HUFF
HUFF
Traverse, Edinburgh
Mary Brennan
Behind a closed door in the upstairs foyer - a mere step away from the hustle and bustle of Traverse box office queues - is the scene of Something Awful. Something awfully thrilling, inventive, ground-breaking, as well as just a bit eerie-scary: HUFF.
The title comes from the nursery rhyme about the three little pigs and the hungry wolf that stalks them with the malign promise: "I'll huff, and I'll puff, and I'll blow your house down." And he's not all hot air, this wolf. His words have teeth.
Shona Reppe and Andy Manley have taken the tale, the threat, the moral it implies and devised a version that is an inspired cross between the forensic puzzles of CSI and the quirky surprises of Lewis Carroll's Wonderland.
In fact, you do not need to know the original story to have your imagination led into a slyly Grimm trip that starts cosily in pinkly kitsch surroundings, sends you through a labyrinth of brilliantly bizarre set-pieces and ends … well, the final room in this walk-through installation is a cleverly jokey but innately dark expression of bunker mentality. It is for you to decide if the little piggy who built it was really safe, or a prisoner of his own fear.

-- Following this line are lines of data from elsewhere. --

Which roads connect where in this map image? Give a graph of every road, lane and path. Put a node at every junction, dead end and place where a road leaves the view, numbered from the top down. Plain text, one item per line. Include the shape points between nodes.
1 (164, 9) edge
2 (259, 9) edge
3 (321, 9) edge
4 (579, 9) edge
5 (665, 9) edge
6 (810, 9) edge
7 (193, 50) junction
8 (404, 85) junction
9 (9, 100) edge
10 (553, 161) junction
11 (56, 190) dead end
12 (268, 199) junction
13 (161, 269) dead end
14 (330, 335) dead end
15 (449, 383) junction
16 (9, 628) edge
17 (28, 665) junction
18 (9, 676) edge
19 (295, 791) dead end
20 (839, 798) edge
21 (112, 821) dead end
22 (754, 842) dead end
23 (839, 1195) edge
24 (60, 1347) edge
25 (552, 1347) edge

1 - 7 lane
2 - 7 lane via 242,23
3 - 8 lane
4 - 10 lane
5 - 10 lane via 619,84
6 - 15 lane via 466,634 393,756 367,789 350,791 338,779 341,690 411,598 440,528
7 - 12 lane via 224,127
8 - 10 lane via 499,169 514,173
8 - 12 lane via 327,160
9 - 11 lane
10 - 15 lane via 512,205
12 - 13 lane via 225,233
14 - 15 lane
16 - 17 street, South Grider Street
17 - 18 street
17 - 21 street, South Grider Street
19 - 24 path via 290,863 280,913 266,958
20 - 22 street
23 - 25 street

Come to that, where is he? Room after room speaks of a once-upon-a-time home, but as we open drawers and look inside cupboards, the feeling grows that the former occupants left in a hurry. If they left at all, that is.
Defy the "beware" sign on the fridge door ... open it. Now let your imagination run riot, just like Reppe and Manley did when they took the essential fabric of the nursery tale - the pig-headed folly as well as the straw, the sticks, the bricks - and made a fable come alive, with us inside it.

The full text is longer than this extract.